YDP

Event

Yin Aiwen

Liquid Dependencies

27.06.26
YDP

Booking opens soon

Join us on 27 June for a live action role-playing (LARP) game as part of the public programme for Unlicensed Goods.

Liquid Dependencies is a LARP game in which players build life in a decentralised caring society based on long-term mutual aid support infrastructures. This game is in an invitation to explore alternative systems that we can rely on, to imagine rules of society that are truly by and for its people.

If we were to rehearse together a society based on kinship, where radical care guides actions, what kind of worlding possibilities would become visible? Can we create an environment where all people can have the time, energy and financial resources to take care of themselves as well as the people around them?

During the game, participants are assigned roles that they must embody using their personal experiences. Over the course of 5 hours, they will move through 20 to 30 years of shared life with various individual, relational and societal challenges.

Various iterations of the game have been developed according to the context of its activation. At YDP, participants will play a newly developed UK version produced by esea contemporary, Manchester.

There will be short breaks between rounds. Complimentary refreshments will be provided.

Header image: Liquid Dependencies, 2022, at Framer Framed, Amsterdam. Photography by Samuel White Evans.
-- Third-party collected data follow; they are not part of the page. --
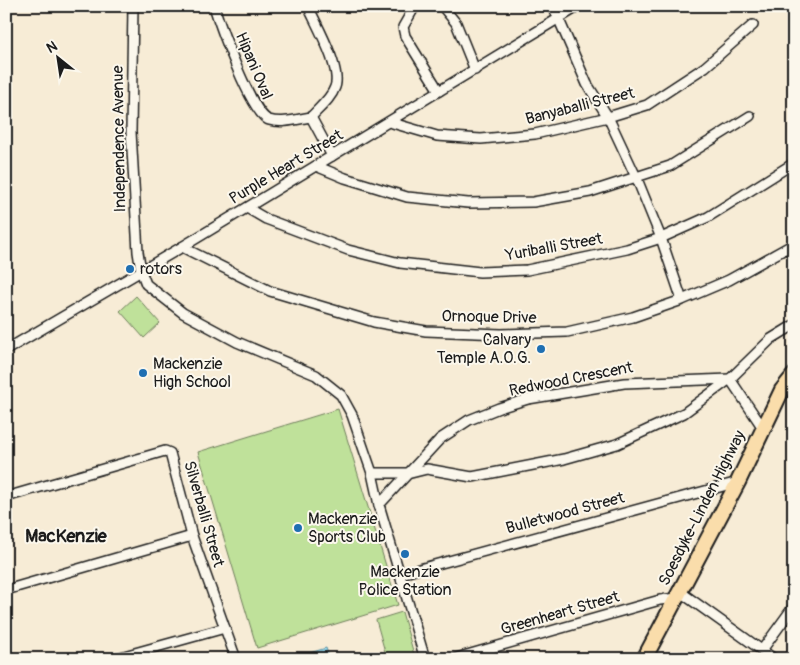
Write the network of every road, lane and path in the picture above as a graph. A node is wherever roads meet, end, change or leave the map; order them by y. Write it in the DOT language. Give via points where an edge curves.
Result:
graph roads {
  1 [pos="133,6"];
  2 [pos="214,6"];
  3 [pos="308,6"];
  4 [pos="415,6"];
  5 [pos="442,6"];
  6 [pos="553,6"];
  7 [pos="579,6"];
  8 [pos="559,19"];
  9 [pos="753,24"];
  10 [pos="475,70"];
  11 [pos="439,91"];
  12 [pos="750,116"];
  13 [pos="311,117"];
  14 [pos="608,117"];
  15 [pos="389,122"];
  16 [pos="332,156"];
  17 [pos="794,163"];
  18 [pos="316,166"];
  19 [pos="637,178"];
  20 [pos="247,208"];
  21 [pos="661,238"];
  22 [pos="794,244"];
  23 [pos="182,247"];
  24 [pos="141,271"];
  25 [pos="682,300"];
  26 [pos="794,325"];
  27 [pos="6,350"];
  28 [pos="794,375"];
  29 [pos="730,379"];
  30 [pos="763,428"];
  31 [pos="372,473"];
  32 [pos="411,474"];
  33 [pos="738,482"];
  34 [pos="6,497"];
  35 [pos="380,505"];
  36 [pos="192,536"];
  37 [pos="400,574"];
  38 [pos="6,590"];
  39 [pos="677,594"];
  40 [pos="794,606"];
  41 [pos="225,628"];
  42 [pos="762,650"];
  43 [pos="114,659"];
  44 [pos="236,659"];
  45 [pos="425,659"];
  46 [pos="453,659"];
  47 [pos="644,659"];
  48 [pos="774,659"];
  1 -- 24 [label="street, Independence Avenue" via="131,132"];
  2 -- 13 [label="street, Hipani Oval" via="250,98 260,115 268,120 288,121"];
  3 -- 13 [label="street" via="335,67 336,85"];
  4 -- 11 [label="street" via="403,27 405,36"];
  5 -- 10 [label="street" via="456,23"];
  6 -- 8 [label="street"];
  7 -- 8 [label="street, Purple Heart Street"];
  8 -- 10 [label="street, Purple Heart Street"];
  8 -- 14 [label="street" via="587,84"];
  9 -- 14 [label="street, Banyaballi Street" via="706,67 647,105"];
  10 -- 11 [label="street, Purple Heart Street"];
  11 -- 15 [label="street, Purple Heart Street"];
  12 -- 19 [label="street" via="670,166"];
  13 -- 16 [label="street"];
  14 -- 15 [label="street, Banyaballi Street" via="535,134 481,139 437,136"];
  14 -- 19 [label="street"];
  15 -- 16 [label="street, Purple Heart Street"];
  16 -- 18 [label="street, Purple Heart Street"];
  17 -- 21 [label="street, Yuriballi Street" via="708,217"];
  18 -- 19 [label="street" via="407,197 468,203 533,202 590,192"];
  18 -- 20 [label="street, Purple Heart Street"];
  19 -- 21 [label="street"];
  20 -- 21 [label="street, Yuriballi Street" via="266,219 348,250 400,263 480,272 527,270 627,249"];
  20 -- 23 [label="street, Purple Heart Street"];
  21 -- 25 [label="street"];
  22 -- 25 [label="street, Ornoque Drive" via="729,280"];
  23 -- 24 [label="street, Purple Heart Street"];
  23 -- 25 [label="street, Ornoque Drive" via="270,291 374,322 426,331 567,332 633,317"];
  24 -- 27 [label="street, Purple Heart Street"];
  24 -- 31 [label="street" via="146,284 183,313 237,342 316,375 331,386 347,404"];
  26 -- 29 [label="street" via="771,339"];
  28 -- 30 [label="main road, Soesdyke-Linden Highway" via="782,390"];
  29 -- 30 [label="street"];
  29 -- 32 [label="street" via="684,413 618,444 564,459 472,477 427,469"];
  29 -- 32 [label="street, Redwood Crescent" via="644,380 528,399 454,428 440,439"];
  30 -- 33 [label="main road, Soesdyke-Linden Highway"];
  31 -- 32 [label="street"];
  31 -- 35 [label="street"];
  32 -- 35 [label="street, Redwood Crescent"];
  33 -- 37 [label="street, Bulletwood Street"];
  33 -- 39 [label="main road, Soesdyke-Linden Highway"];
  34 -- 36 [label="street, Silverballi Street" via="165,451 170,453 173,461"];
  35 -- 37 [label="street"];
  36 -- 38 [label="street"];
  36 -- 41 [label="street, Silverballi Street"];
  37 -- 45 [label="street"];
  39 -- 42 [label="street"];
  39 -- 46 [label="street, Greenheart Street"];
  39 -- 47 [label="main road, Soesdyke-Linden Highway"];
  40 -- 42 [label="street"];
  41 -- 43 [label="street"];
  41 -- 44 [label="street, Silverballi Street"];
  42 -- 48 [label="street"];
}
Image courtesy of Yin Aiwen.

About the Artist

Yin Aiwen is an artist, designer, researcher, and occasional institutional strategist. Departing from the idea that 'the technological is institutional, the institutional is technological', Yin reconsiders and reimagines the socio-economic, cultural, emotional and bodily conditions, etc. by designing the new techno-institutional around care ethics. Yin teaches at the Design Academy Eindhoven and the Master Institute of Visual Cultures, the Netherlands. She is an Asymmetry scholar conducting PhD research at the Advanced Practices program at Goldsmiths, University of London.